Merhum Ali Şeriati “İnsanın Dört Zindanı”nda bunları anlatmaya çalışıyor. İçten içe biliyoruz sınırlarımızı; görüyoruz biyolojik, psikolojik, sosyal zindanlarımızı. Bu yüzden olsa gerek hürriyet şarkılarımız hep hayvan metaforlarıyla dolu. Kuşlar, kelebekler gibi hür olmak istiyoruz. Ama elimizden “insan olmaktan başka” gelen bir şey gelmiyor.

Bu büyük ölçüde önceden belirlenmiş şartlarda, elimizde kalan çok ama çok az imkân ve potansiyellerle hayat yürüyüşümüzü sürdürüyoruz. Verili potansiyellerimiz ve imkânlarla hayatta var kalmaya çalışıyor, bir yandan kişiliğimizi olgunlaştırmak bir yandan da daha insana yakışır bir toplumsal düzen için uğraş veriyoruz. Nedir verili potansiyellerimiz ve elimizdeki imkânlar? Maddi varlığımız, zekâmız, fiziksel gücümüz, bizim için fedakârlık yapacak akrabalarımız, eşimiz dostumuz... Şüphesiz kişiliğimizi olgunlaştırmada ve toplumsal düzen inşasında bu türden potansiyel ve imkânlarımızın bir payı var ama bu pay sanıldığı gibi pek fazla değil. Maddi varlığın, zekânın, fiziksel gücün, güçlü aile ve toplumsal bağların sayesinde bir parça yaşam çevremizi değiştirebiliriz ama ne kişisel olgunlaşmamızda ne de insani bir toplum inşasında hatırı sayılı adımlar atmamız mümkün.
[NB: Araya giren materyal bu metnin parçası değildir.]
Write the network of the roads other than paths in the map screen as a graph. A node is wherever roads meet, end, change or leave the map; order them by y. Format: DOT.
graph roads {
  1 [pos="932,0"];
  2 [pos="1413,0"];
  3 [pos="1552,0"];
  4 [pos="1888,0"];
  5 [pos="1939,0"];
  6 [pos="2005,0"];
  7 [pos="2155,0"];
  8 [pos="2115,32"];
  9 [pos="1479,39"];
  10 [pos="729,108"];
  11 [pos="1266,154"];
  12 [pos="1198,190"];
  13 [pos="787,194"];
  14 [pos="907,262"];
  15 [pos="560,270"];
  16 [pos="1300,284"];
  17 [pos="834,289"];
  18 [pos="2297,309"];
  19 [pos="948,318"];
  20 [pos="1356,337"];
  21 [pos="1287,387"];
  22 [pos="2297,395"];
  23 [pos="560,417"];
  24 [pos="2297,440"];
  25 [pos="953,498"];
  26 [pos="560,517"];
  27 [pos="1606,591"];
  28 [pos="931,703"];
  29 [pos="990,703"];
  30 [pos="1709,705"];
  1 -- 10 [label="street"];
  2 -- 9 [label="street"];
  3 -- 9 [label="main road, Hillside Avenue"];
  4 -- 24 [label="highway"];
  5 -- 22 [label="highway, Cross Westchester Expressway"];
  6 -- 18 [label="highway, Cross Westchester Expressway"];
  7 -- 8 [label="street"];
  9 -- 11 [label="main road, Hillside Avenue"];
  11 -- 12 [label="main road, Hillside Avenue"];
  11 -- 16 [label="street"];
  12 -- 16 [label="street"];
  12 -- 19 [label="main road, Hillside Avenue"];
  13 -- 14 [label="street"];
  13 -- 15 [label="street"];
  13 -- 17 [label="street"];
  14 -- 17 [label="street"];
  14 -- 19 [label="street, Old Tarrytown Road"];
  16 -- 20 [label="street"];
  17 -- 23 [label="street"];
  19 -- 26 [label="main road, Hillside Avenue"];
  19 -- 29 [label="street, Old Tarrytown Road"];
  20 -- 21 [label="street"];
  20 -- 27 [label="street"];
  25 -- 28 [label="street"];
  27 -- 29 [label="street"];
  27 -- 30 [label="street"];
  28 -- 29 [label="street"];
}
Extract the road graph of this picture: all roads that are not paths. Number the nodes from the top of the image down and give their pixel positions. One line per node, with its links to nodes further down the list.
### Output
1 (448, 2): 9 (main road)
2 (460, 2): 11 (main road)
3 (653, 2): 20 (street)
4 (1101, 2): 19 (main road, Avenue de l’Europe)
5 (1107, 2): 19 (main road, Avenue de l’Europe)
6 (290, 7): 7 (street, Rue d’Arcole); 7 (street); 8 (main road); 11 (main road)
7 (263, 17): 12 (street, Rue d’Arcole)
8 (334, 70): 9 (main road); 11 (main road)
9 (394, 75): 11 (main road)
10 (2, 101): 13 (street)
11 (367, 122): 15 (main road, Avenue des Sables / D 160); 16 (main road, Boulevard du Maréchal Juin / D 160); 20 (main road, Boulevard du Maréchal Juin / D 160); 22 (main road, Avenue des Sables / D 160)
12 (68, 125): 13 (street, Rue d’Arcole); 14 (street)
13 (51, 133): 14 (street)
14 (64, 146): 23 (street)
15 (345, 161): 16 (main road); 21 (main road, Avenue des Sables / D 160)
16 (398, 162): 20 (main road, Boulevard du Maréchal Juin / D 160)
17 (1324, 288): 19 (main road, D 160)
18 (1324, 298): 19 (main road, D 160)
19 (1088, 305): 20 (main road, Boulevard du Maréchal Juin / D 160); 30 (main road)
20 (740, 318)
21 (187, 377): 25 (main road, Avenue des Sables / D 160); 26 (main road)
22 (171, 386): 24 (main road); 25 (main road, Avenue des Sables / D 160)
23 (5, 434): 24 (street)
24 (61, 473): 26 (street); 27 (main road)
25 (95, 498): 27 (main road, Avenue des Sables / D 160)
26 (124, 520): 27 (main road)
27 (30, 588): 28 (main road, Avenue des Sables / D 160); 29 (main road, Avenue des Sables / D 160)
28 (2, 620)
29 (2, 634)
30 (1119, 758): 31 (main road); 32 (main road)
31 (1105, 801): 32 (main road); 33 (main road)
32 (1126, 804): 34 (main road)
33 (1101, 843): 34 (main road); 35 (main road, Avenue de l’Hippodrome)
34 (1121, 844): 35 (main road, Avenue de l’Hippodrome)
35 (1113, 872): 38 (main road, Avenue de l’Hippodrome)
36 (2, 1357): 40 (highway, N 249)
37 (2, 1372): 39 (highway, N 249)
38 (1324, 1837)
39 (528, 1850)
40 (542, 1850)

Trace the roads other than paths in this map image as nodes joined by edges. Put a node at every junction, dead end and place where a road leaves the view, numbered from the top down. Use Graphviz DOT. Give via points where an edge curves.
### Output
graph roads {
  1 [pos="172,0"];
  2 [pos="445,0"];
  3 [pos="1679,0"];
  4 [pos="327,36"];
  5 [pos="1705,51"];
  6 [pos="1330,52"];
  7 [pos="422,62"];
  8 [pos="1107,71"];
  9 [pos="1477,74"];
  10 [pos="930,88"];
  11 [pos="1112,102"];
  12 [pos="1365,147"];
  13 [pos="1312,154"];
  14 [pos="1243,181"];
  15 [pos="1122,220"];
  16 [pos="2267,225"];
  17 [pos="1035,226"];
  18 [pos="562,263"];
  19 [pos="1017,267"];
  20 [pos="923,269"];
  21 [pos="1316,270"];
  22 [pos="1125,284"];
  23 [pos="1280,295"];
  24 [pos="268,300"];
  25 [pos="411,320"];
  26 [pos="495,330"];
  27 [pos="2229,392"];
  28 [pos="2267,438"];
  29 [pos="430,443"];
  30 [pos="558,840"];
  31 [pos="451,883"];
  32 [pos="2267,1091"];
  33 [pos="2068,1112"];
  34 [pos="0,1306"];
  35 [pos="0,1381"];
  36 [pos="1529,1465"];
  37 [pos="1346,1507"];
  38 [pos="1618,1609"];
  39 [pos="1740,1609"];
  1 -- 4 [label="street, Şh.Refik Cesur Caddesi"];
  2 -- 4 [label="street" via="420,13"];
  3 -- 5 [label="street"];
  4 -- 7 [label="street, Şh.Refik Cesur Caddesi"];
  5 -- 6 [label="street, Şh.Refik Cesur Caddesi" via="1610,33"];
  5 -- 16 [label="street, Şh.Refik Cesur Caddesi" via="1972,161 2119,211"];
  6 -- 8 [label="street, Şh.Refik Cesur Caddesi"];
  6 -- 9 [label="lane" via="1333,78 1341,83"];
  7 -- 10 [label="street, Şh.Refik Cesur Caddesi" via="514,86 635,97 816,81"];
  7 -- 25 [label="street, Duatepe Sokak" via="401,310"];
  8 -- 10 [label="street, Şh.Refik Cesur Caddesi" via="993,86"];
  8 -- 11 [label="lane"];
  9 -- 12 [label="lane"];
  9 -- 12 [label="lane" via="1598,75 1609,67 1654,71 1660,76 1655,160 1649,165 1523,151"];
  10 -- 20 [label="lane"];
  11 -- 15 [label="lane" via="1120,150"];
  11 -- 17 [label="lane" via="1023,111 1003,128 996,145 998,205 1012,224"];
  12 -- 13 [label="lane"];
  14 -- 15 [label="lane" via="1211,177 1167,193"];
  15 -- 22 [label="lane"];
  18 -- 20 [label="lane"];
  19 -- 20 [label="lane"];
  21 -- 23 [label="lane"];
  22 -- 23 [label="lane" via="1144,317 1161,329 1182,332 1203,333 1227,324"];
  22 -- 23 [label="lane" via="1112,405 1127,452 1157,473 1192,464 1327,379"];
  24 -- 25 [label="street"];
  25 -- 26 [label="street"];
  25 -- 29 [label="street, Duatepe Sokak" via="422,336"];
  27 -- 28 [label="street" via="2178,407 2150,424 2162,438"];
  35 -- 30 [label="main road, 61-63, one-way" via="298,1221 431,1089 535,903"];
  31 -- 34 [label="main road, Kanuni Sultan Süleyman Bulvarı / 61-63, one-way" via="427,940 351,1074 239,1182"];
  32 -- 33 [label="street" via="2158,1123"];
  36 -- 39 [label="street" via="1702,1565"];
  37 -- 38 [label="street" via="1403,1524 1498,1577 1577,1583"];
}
Bizi daha da olgunlaştırıp insan kılacak, dünyayı daha adil ve yaşanabilir hale getirmeye katkıda bulunacak özelliklerimiz daha ziyade manevi imkânlarımız içinde saklı. Manevi imkân dediğim, insanlığın bilim, sanat, felsefe, siyaset ve inanç alanındaki bilgi ve tecrübe birikimini, elimizden geldiğince imbikten geçirip kişisel yaşamımıza, ömür yürüyüşümüze rehber edinebilmek... “İnsanlığın bilgi ve tecrübe birikimi” sözünü nasıl anladığımız çok önemli. Kastımız, kütüphaneler dolusu kitabi bilgiyi ezberimizde tutmak değil. Hayatın kendisi, insan ilişkileri başlı başına öğrenme için imkânlar sunan bir kitap zaten. “Feraset”, “basiret” kelimeleriyle tam da bunu anlatmak istiyoruz, “arif olan anlar” sözündeki derin mana da burada yatıyor. Varoluşçuların “insan seçim yapan varlıktır” şeklindeki mottosunu da ben esasen bu manevi çerçevede kavrıyorum.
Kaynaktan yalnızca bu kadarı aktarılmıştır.